Pros:  This expands upon the GTK-V2 theme support in that now all message types can
be tweaked by a theme whereas in the present SVN client, the theme has no control
over client-sourced messages.  If additional message panes are implemented, this
change assures us that client-side messages need not be sprayed over all of them -
the routing can be more intelligent.  Client messages can now follow a single code
path instead of two (code comments in the client even ask the question of whether
the draw_info() code makes sense when there is (an implied) better method).  This
seems to make is simpler to read the GTK-V2 code that relates to client messages.
There are requests for client layouts 640x480 and smaller and smart message
handling in such tiny client screens is critical to playability.  This change seems
to enhance the ability to effectively support smaller screen layouts.

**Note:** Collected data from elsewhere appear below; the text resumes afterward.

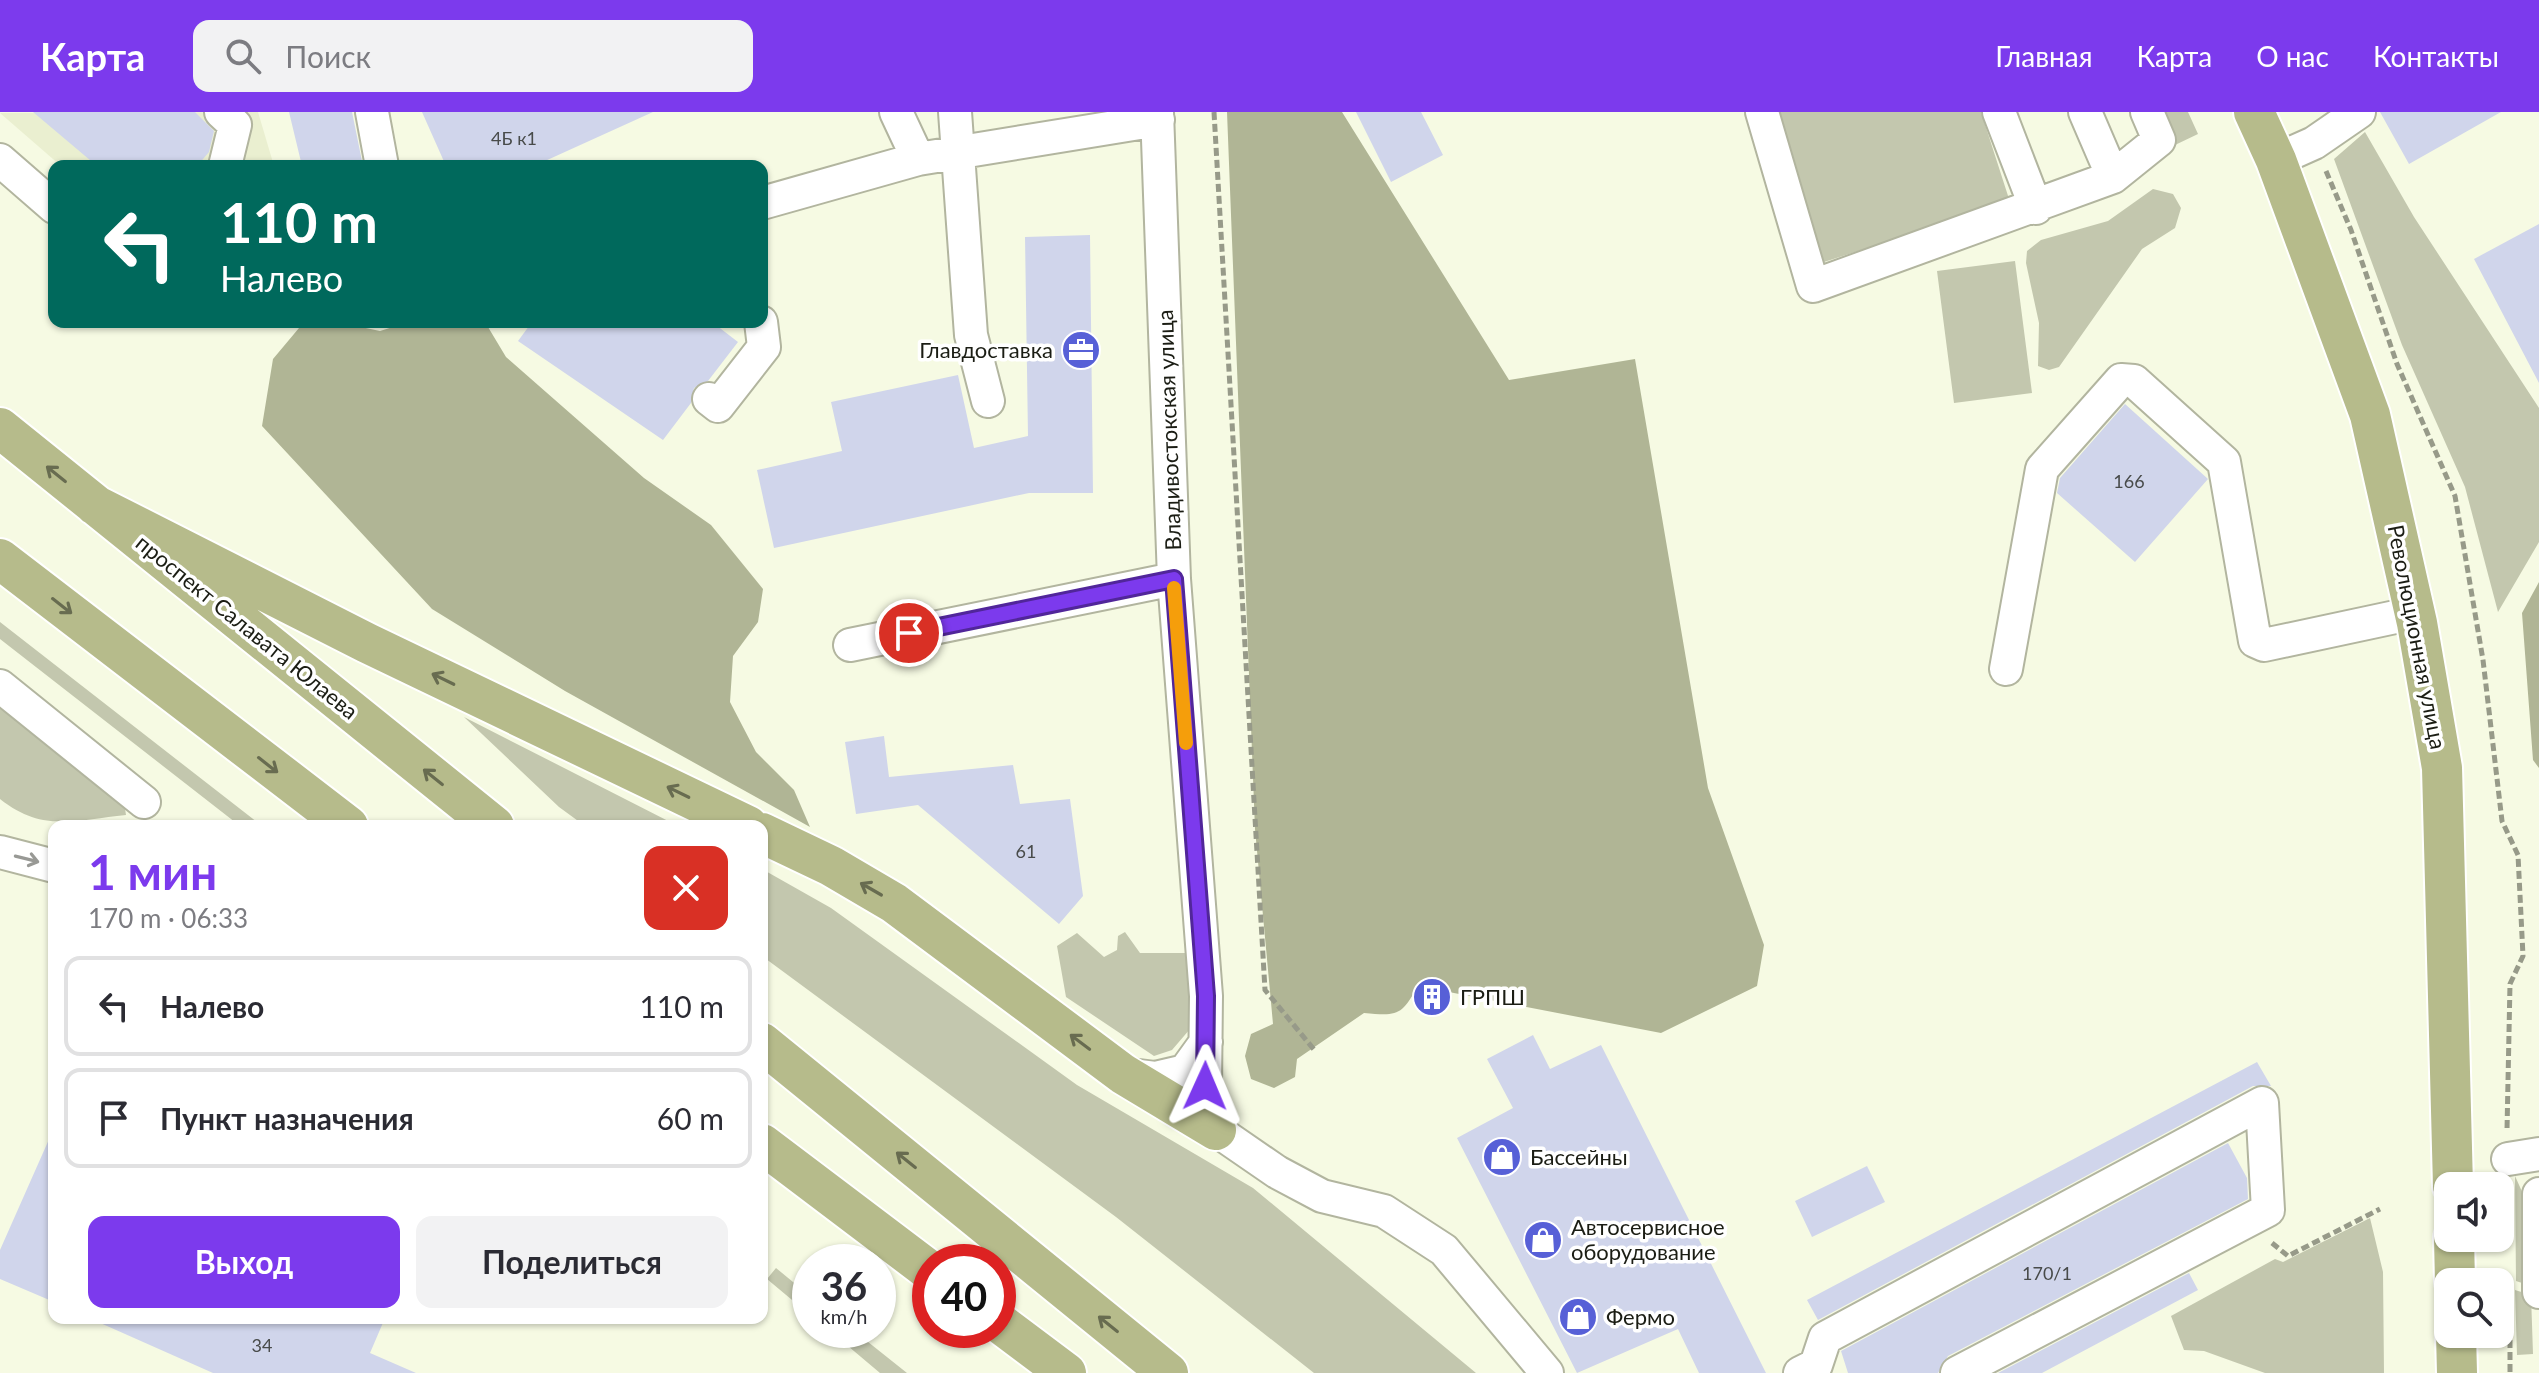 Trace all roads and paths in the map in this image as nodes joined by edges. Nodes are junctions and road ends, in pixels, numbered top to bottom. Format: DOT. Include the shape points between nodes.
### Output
graph roads {
  1 [pos="221,112"];
  2 [pos="372,112"];
  3 [pos="896,112"];
  4 [pos="955,112"];
  5 [pos="1214,112"];
  6 [pos="1762,112"];
  7 [pos="1999,112"];
  8 [pos="2085,112"];
  9 [pos="2147,112"];
  10 [pos="2254,112"];
  11 [pos="2359,112"];
  12 [pos="1158,116"];
  13 [pos="959,152"];
  14 [pos="918,159"];
  15 [pos="0,160"];
  16 [pos="226,160"];
  17 [pos="381,160"];
  18 [pos="2276,160"];
  19 [pos="2113,177"];
  20 [pos="768,201"];
  21 [pos="48,202"];
  22 [pos="2036,208"];
  23 [pos="762,328"];
  24 [pos="709,399"];
  25 [pos="988,401"];
  26 [pos="0,428"];
  27 [pos="95,505"];
  28 [pos="0,559"];
  29 [pos="1174,579"];
  30 [pos="2414,613"];
  31 [pos="850,645"];
  32 [pos="2006,669"];
  33 [pos="0,686"];
  34 [pos="144,802"];
  35 [pos="340,820"];
  36 [pos="487,820"];
  37 [pos="736,820"];
  38 [pos="768,836"];
  39 [pos="0,852"];
  40 [pos="48,864"];
  41 [pos="1206,1042"];
  42 [pos="768,1048"];
  43 [pos="1316,1052"];
  44 [pos="1123,1074"];
  45 [pos="1216,1130"];
  46 [pos="768,1149"];
  47 [pos="2453,1172"];
  48 [pos="2539,1194"];
  49 [pos="2380,1209"];
  50 [pos="2248,1221"];
  51 [pos="912,1257"];
  52 [pos="2539,1292"];
  53 [pos="1016,1336"];
  54 [pos="2456,1348"];
  55 [pos="1812,1370"];
  56 [pos="1066,1373"];
  57 [pos="1168,1373"];
  58 [pos="1547,1373"];
  59 [pos="1957,1373"];
  60 [pos="2457,1373"];
  1 -- 16 [label="street" via="235,125"];
  2 -- 17 [label="street"];
  3 -- 14 [label="street"];
  4 -- 13 [label="street"];
  5 -- 43 [label="path" via="1265,990"];
  6 -- 22 [label="street" via="1813,286"];
  7 -- 22 [label="street"];
  8 -- 19 [label="street"];
  9 -- 19 [label="street" via="2159,140"];
  10 -- 18 [label="main road, Революционная улица"];
  11 -- 18 [label="street" via="2314,143"];
  12 -- 13 [label="street"];
  12 -- 29 [label="street, Владивостокская улица"];
  13 -- 14 [label="street"];
  13 -- 25 [label="street" via="971,335"];
  14 -- 20 [label="street"];
  15 -- 21 [label="street"];
  18 -- 30 [label="main road, Революционная улица" via="2370,415"];
  19 -- 22 [label="street"];
  23 -- 24 [label="street" via="764,347 718,406"];
  27 -- 26 [label="main road, проспект Салавата Юлаева, one-way"];
  36 -- 27 [label="main road, проспект Салавата Юлаева, one-way"];
  37 -- 27 [label="main road, one-way"];
  28 -- 35 [label="main road, one-way"];
  29 -- 31 [label="street"];
  29 -- 41 [label="street, Владивостокская улица"];
  30 -- 32 [label="street" via="2264,645 2255,641 2224,462 2134,381 2121,380 2042,469"];
  30 -- 47 [label="main road, Революционная улица" via="2442,768"];
  33 -- 34 [label="street"];
  44 -- 38 [label="main road, one-way" via="894,903"];
  39 -- 40 [label="street, one-way"];
  41 -- 44 [label="street" via="1185,1071 1155,1078"];
  41 -- 45 [label="street, Владивостокская улица" via="1205,1086"];
  57 -- 42 [label="main road, one-way"];
  44 -- 45 [label="main road"];
  45 -- 58 [label="street" via="1322,1196 1384,1211 1444,1250"];
  46 -- 51 [label="main road"];
  48 -- 52 [label="street"];
  49 -- 50 [label="path" via="2288,1256"];
  50 -- 55 [label="street" via="2268,1210 2262,1103 1825,1338"];
  50 -- 59 [label="street"];
  53 -- 56 [label="main road"];
  54 -- 60 [label="main road"];
}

Cons:  I cannot think of any, can you?

I plan to continue this effort and eventually commit the changes, but I'll be glad
to entertain additional input.  I believe enough in the end-result that the balance
is already strongly tipped in favor of the change, but figure it is only fair to
open the topic up for discussion in case there is more to consider than has crossed
my mind.

One particular area that is a bit fuzzy is whether the new MSG_TYPE_CLIENT is that
necessary.  MSG_TYPE_ADMIN might be re-used instead of adding the new type.  It
has sub-types that could be construed to be a bit relevant, although I ended up
going with the new type simply because most MSG_TYPE_ADMIN sub-types were obviously
server-oriented, and it seemed a bit cleaner not to mix server and client messages
at the type level when some sub-types would make no sense at all for client-sourced
messages.  Opinions on this point are particularly welcome.